Two random processes X(t) and Y(t) are equal in the MS sense iff \begin{equation} E{|\mathbf X(t)-\mathbf Y(t)|^2} = 0 \end{equation} for every t.

It follows that \begin{equation} \mathbf X(t, \xi) = \mathbf Y(t,\xi) \end{equation} with probability 1 where $\xi$ is an outcome.

I have two questions here:

1) What do you mean by two random processes are equal with probability 1 and how is it different from two random processes are equal i.e, X(t,$\xi$) = Y(t,$\xi$), $\forall\xi$?

2) How does the first equation implies second?

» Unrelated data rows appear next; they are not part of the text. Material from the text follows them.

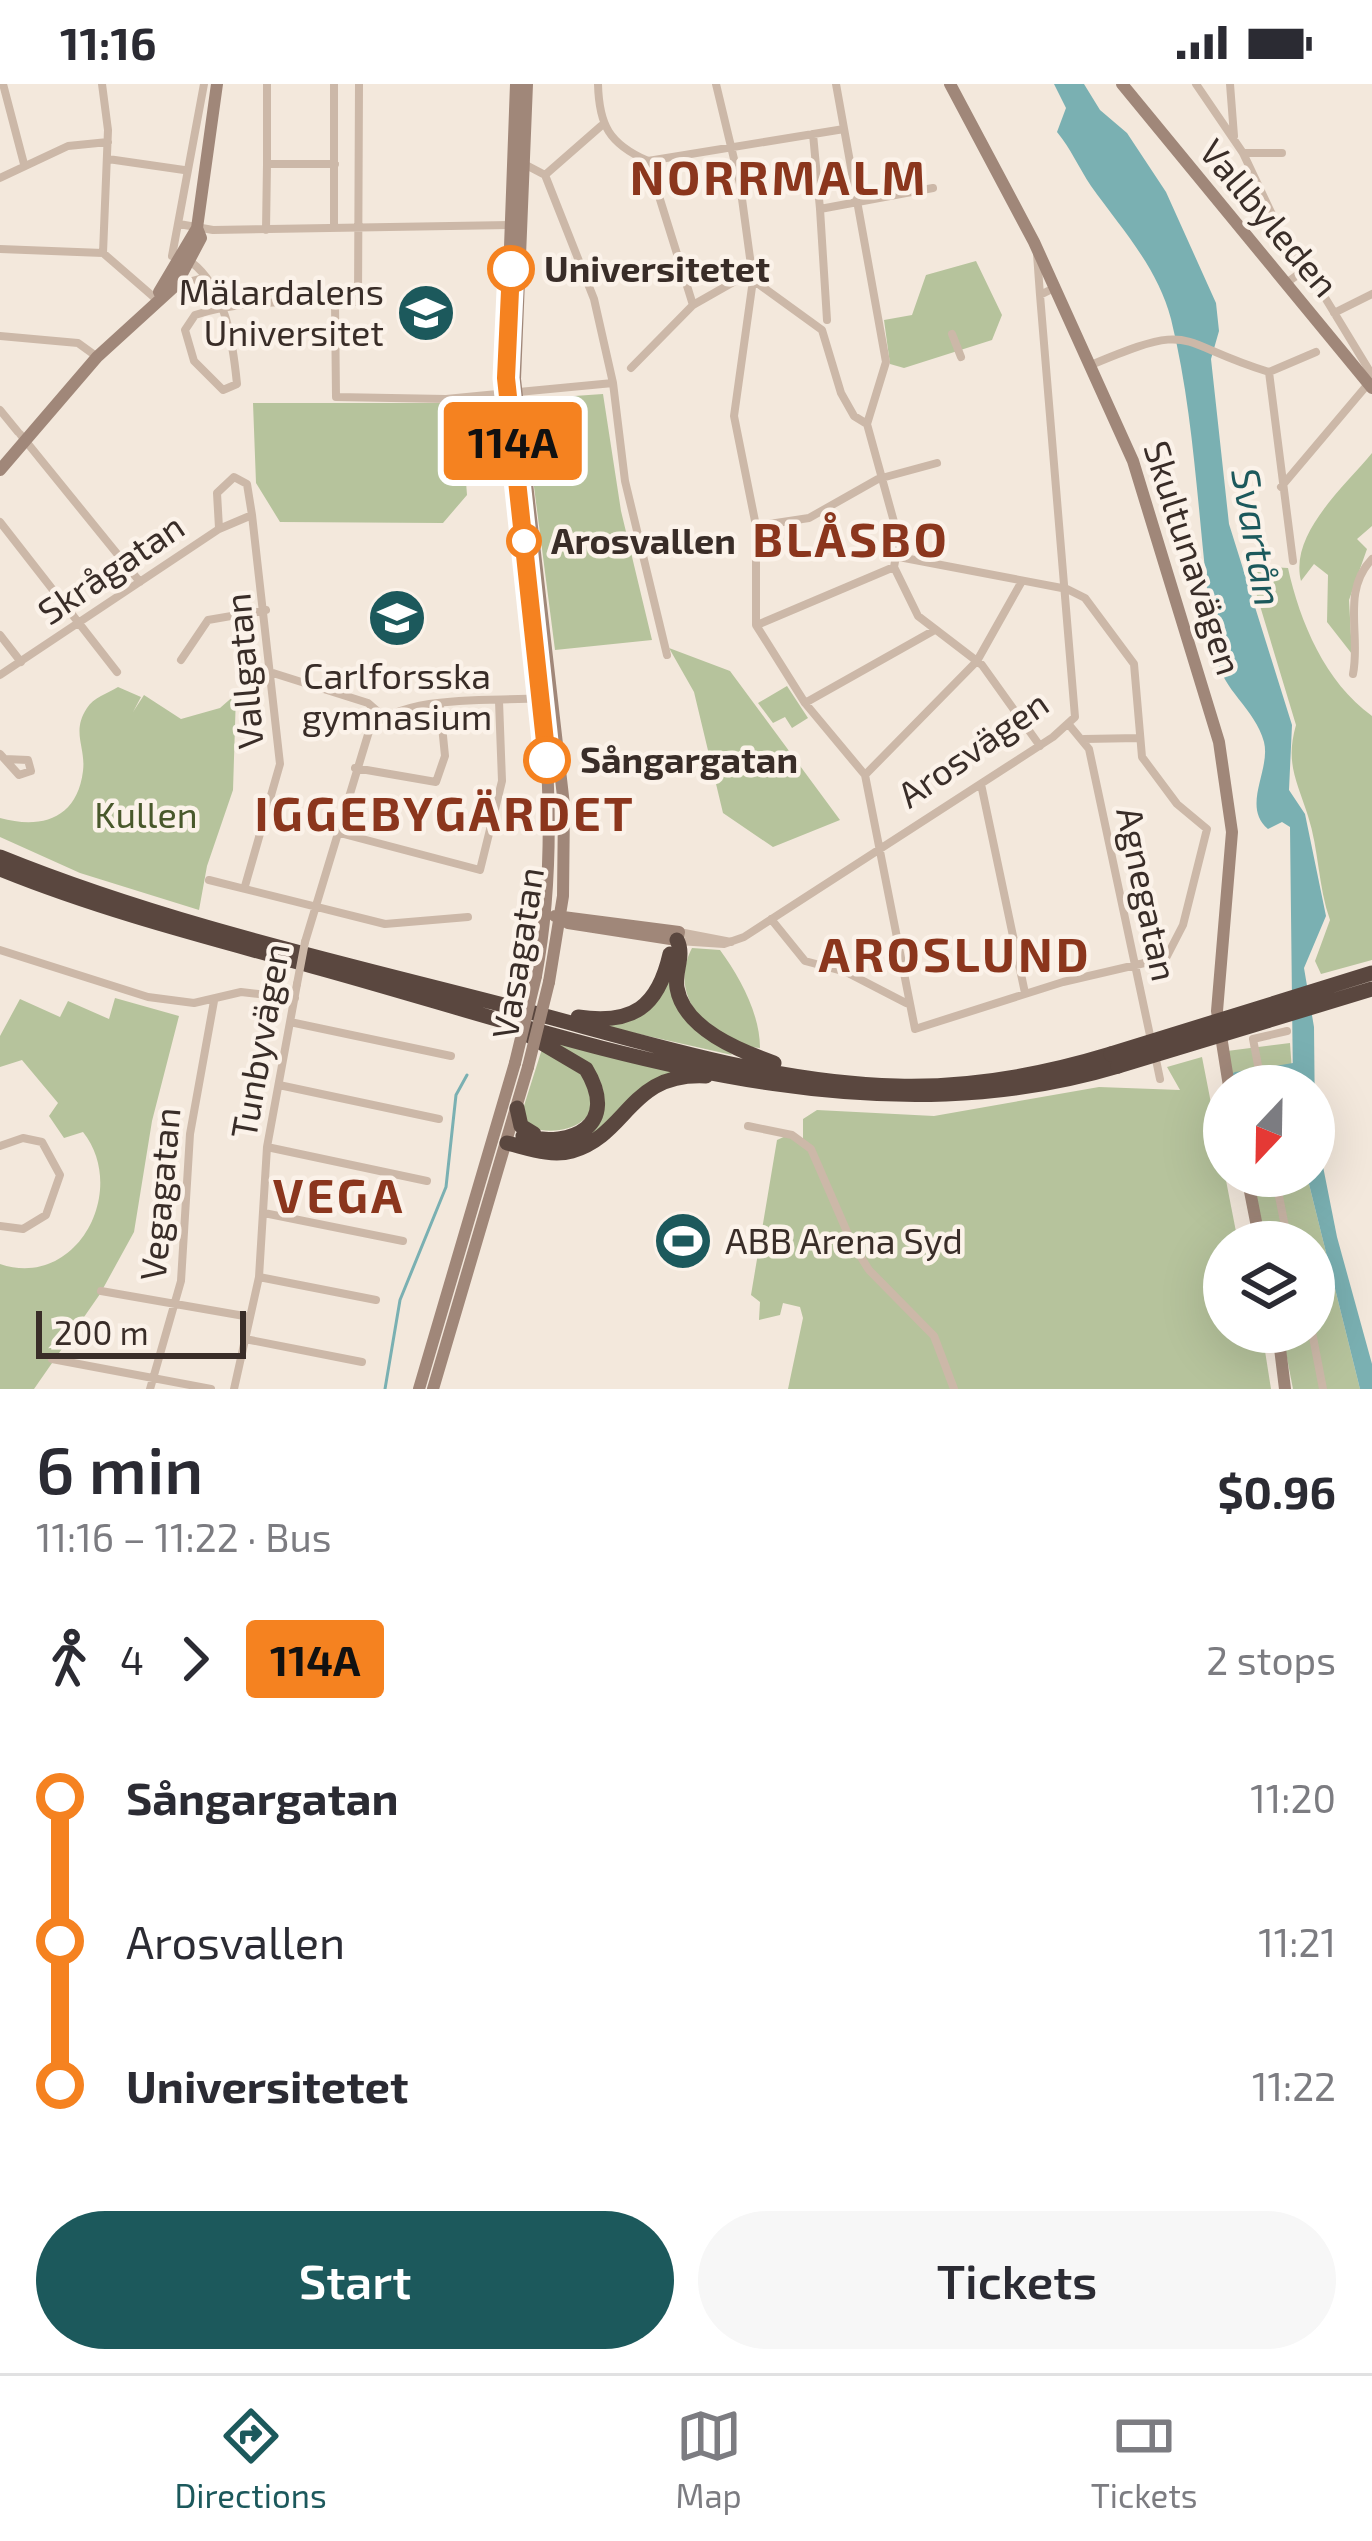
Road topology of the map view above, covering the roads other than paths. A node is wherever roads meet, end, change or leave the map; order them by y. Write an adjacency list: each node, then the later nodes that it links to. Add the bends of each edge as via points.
1 (3, 84): 21 (street)
2 (101, 84): 22 (street)
3 (204, 84): 33 (street)
4 (217, 84): 41 (street)
5 (267, 84): 30 (street)
6 (334, 84): 31 (street)
7 (359, 84): 43 (street)
8 (516, 84): 40 (street, Vasagatan)
9 (527, 84): 32 (street, Vasagatan)
10 (598, 84): 17 (street)
11 (716, 84): 24 (street)
12 (836, 84): 18 (street)
13 (950, 84): 45 (street, Skultunavägen)
14 (1122, 84): 52 (street, Vallbyleden)
15 (1196, 84): 20 (street)
16 (1230, 84): 20 (street)
17 (601, 126): 28 (street); 34 (street)
18 (844, 129): 19 (street); 37 (street)
19 (813, 134): 24 (street); 38 (street)
20 (1234, 137): 25 (street)
21 (16, 141): 23 (street); 29 (street)
22 (108, 142): 27 (street); 29 (street, via 68,146)
23 (0, 144)
24 (732, 149): 28 (street); 51 (street)
25 (1243, 153): 26 (street); 49 (street, via 1285,242)
26 (1282, 153)
27 (107, 159): 33 (street); 47 (street)
28 (648, 161): 59 (street)
29 (24, 164): 35 (street)
30 (267, 164): 31 (street); 44 (street)
31 (335, 164): 42 (street)
32 (526, 165): 34 (street); 40 (street, Vasagatan)
33 (184, 170): 39 (street)
34 (545, 175): 72 (street, via 590,287)
35 (0, 178)
36 (932, 188): 37 (street)
37 (858, 203): 38 (street); 75 (street, via 886,362)
38 (820, 209): 62 (street)
39 (178, 224): 41 (street); 48 (street)
40 (519, 225): 43 (street); 73 (street, Vasagatan)
41 (197, 228): 44 (street); 48 (street)
42 (334, 228): 43 (street); 44 (street)
43 (359, 228): 58 (street, via 358,302)
44 (266, 230)
45 (1037, 247): 54 (street, Skultunavägen); 56 (street, Arosvägen)
46 (0, 249): 47 (street)
47 (104, 253): 57 (street)
48 (182, 262): 50 (street); 53 (street); 57 (street)
49 (1307, 268): 52 (street); 61 (street)
50 (206, 279): 53 (street); 60 (street)
51 (753, 280): 59 (street, via 737,280); 75 (street, via 822,330 841,393); 83 (street, via 734,416)
52 (1286, 284): 71 (street, Vallbyleden)
53 (176, 285): 57 (street)
54 (1055, 287): 56 (street); 68 (street, Skultunavägen)
55 (1372, 294): 61 (street)
56 (1040, 295): 90 (street, Arosvägen)
57 (156, 298): 66 (street)
58 (335, 302): 60 (street); 73 (street, via 336,398)
59 (693, 305): 69 (street)
60 (224, 310): 60 (street, via 195,315 184,330 194,361 227,390 237,384)
61 (1334, 313): 71 (street)
62 (827, 320)
63 (952, 334): 67 (street)
64 (0, 336): 66 (street, via 78,344)
65 (1316, 352): 70 (street)
66 (97, 357): 76 (street)
67 (962, 357)
68 (1091, 365): 70 (street, via 1166,336 1190,338); 146 (street, Skultunavägen, via 1147,497 1219,742 1232,832 1217,1011)
69 (632, 368)
70 (1269, 372): 80 (street)
71 (1371, 382): 80 (street)
72 (613, 383): 73 (street); 96 (street, via 625,481)
73 (512, 392): 104 (street, Vasagatan)
74 (0, 410): 76 (street)
75 (867, 424): 79 (street)
76 (21, 436): 78 (street); 89 (street)
77 (938, 464): 79 (street)
78 (0, 470)
79 (884, 477): 83 (street, via 809,518); 87 (street)
80 (1281, 487): 86 (street)
81 (252, 517): 84 (street, Skrågatan); 84 (street, via 247,484 234,476 218,493); 91 (street, Vallgatan)
82 (0, 522): 92 (street)
83 (757, 526): 93 (street)
84 (219, 529): 89 (street, Skrågatan)
85 (1372, 559): 102 (street, via 1354,591)
86 (1293, 560)
87 (896, 562): 88 (street); 93 (street); 94 (street, via 911,606)
88 (1022, 581): 90 (street); 98 (street)
89 (140, 582): 92 (street, Skrågatan)
90 (1066, 589): 109 (street, Arosvägen); 110 (street, via 1085,598 1133,664)
91 (266, 610): 97 (street, via 208,620); 101 (street, Vallgatan)
92 (80, 622): 99 (street, Skrågatan); 100 (street)
93 (756, 625): 106 (street)
94 (933, 631): 98 (street); 106 (street)
95 (0, 635): 99 (street)
96 (667, 655)
97 (181, 659)
98 (977, 661): 112 (street); 114 (street)
99 (21, 662): 103 (street, Skrågatan)
100 (118, 672)
101 (273, 673): 108 (street, via 368,703); 121 (street, Vallgatan, via 280,764)
102 (1353, 674)
103 (0, 675)
104 (547, 698): 105 (street); 122 (street, Vasagatan, via 564,805); 124 (street, Vasagatan)
105 (500, 701): 107 (street); 116 (street, via 502,781 480,869)
106 (805, 703): 114 (street)
107 (440, 706): 108 (street); 113 (street, via 445,756 436,782)
108 (383, 716): 113 (street, Tunbyvägen)
109 (1070, 726): 111 (street); 112 (street, Arosvägen)
110 (1139, 738): 111 (street); 131 (street, via 1142,757 1207,835 1172,950)
111 (1084, 739): 131 (street, Agnegatan)
112 (1040, 746): 115 (street, Arosvägen)
113 (355, 768): 116 (street, Tunbyvägen)
114 (865, 775): 117 (street)
115 (981, 784): 117 (street, Arosvägen); 135 (street)
116 (336, 832): 123 (street, Tunbyvägen)
117 (877, 852): 126 (street, Arosvägen); 138 (street)
118 (0, 853): 139 (highway, via 163,913)
119 (0, 869): 140 (highway, via 181,930)
120 (209, 880): 121 (street)
121 (245, 886): 123 (street)
122 (562, 896): 124 (street, Vasagatan); 127 (street)
123 (314, 906): 125 (street, via 397,926); 136 (street, Tunbyvägen, bridge)
124 (554, 915): 127 (street, Arosvägen); 130 (street, Vasagatan); 133 (street, Vasagatan)
125 (468, 917)
126 (771, 919): 128 (street, Arosvägen, via 733,942); 138 (street, via 805,961)
127 (586, 921): 128 (street, Arosvägen); 130 (street, via 568,929)
128 (678, 936): 139 (highway, via 657,996 635,1015 605,1020); 148 (highway, via 682,1002)
129 (0, 950): 137 (street, via 148,997)
130 (555, 951): 133 (street, Vasagatan)
131 (1135, 967): 135 (street); 150 (street, Agnegatan)
132 (1372, 973): 144 (highway, bridge)
133 (543, 979): 145 (street, Vasagatan, bridge)
134 (1372, 988): 144 (highway, bridge)
135 (1025, 993): 138 (street, via 918,1028)
136 (295, 998): 137 (street, via 241,992); 141 (street, Tunbyvägen)
137 (214, 1001): 165 (street, Vegagatan, via 190,1134)
138 (908, 1004)
139 (518, 1009): 148 (highway)
140 (497, 1017): 148 (highway); 155 (highway, via 572,1058 595,1087 596,1114 582,1134)
141 (290, 1022): 143 (street); 151 (street, Tunbyvägen)
142 (1286, 1031): 147 (street, via 1253,1040)
143 (451, 1056)
144 (1115, 1060): 149 (highway, via 944,1085); 149 (highway, via 1051,1085 960,1096 889,1098 798,1088)
145 (522, 1065): 152 (street, Vasagatan); 155 (street, Vasagatan)
146 (1226, 1065)
147 (1258, 1065)
148 (747, 1070): 149 (highway); 149 (highway); 155 (highway, via 670,1079 634,1098 575,1150)
149 (771, 1076)
150 (1160, 1079)
151 (279, 1085): 153 (street); 157 (street, Tunbyvägen)
152 (517, 1108): 155 (street, Vasagatan); 155 (highway, via 521,1126)
153 (439, 1119)
154 (748, 1126): 177 (street, via 811,1149 857,1252 934,1336)
155 (511, 1141): 175 (street, Vasagatan); 176 (street, Vasagatan)
156 (0, 1146): 160 (street, via 42,1142 60,1175 46,1216 22,1229)
157 (267, 1148): 158 (street); 159 (street, Tunbyvägen)
158 (427, 1181)
159 (263, 1212): 161 (street); 162 (street, Tunbyvägen)
160 (0, 1226)
161 (404, 1241)
162 (259, 1276): 164 (street); 166 (street, Tunbyvägen)
163 (101, 1292): 165 (street)
164 (376, 1300)
165 (177, 1304): 166 (street); 172 (street, Vegagatan)
166 (250, 1317): 167 (street, Tunbyvägen)
167 (245, 1339): 171 (street); 174 (street, Tunbyvägen)
168 (1281, 1353): 178 (street)
169 (1316, 1353): 179 (street)
170 (52, 1359): 172 (street)
171 (362, 1362)
172 (152, 1384): 173 (street)
173 (211, 1389)
174 (234, 1389)
175 (419, 1389)
176 (433, 1389)
177 (954, 1389)
178 (1285, 1389)
179 (1323, 1389)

The exact text given in the book:

Two processes X(t) and Y(t) are equal in MS sense iff $ E{|\mathbf X(t)-\mathbf Y(t)|^2} = 0 $ for every t. Equality in the MS sense leads to the following conclusion: We denote by $A_t$ the set of outcomes $\xi$ such that $\mathbf X(t,\xi)=\mathbf Y(t,\xi)$ for a specific t, and by $A_\infty$ the set of outcomes $\xi$ such that $\mathbf X(t,\xi)=\mathbf Y(t,\xi)$ for every t. From the above equation it follows that $\mathbf X(t,\xi)-\mathbf Y(t,\xi) = 0$ with probability 1; hence $P(A_t)=P(S)=1$. It does not follow, however, that $P(A_\infty)=1$. In fact, since $A_\infty$ is the intersection of all sets $A_t$ as t ranges over the entire axis, $P(A_\infty)$ might even equal 0.

I'm facing difficulty in understanding/visualizing the above. Thank you very much for the reply for the previous questions which helped me understanding half way. Can you give me an example for the following which I hope will help me understand the above conclusion.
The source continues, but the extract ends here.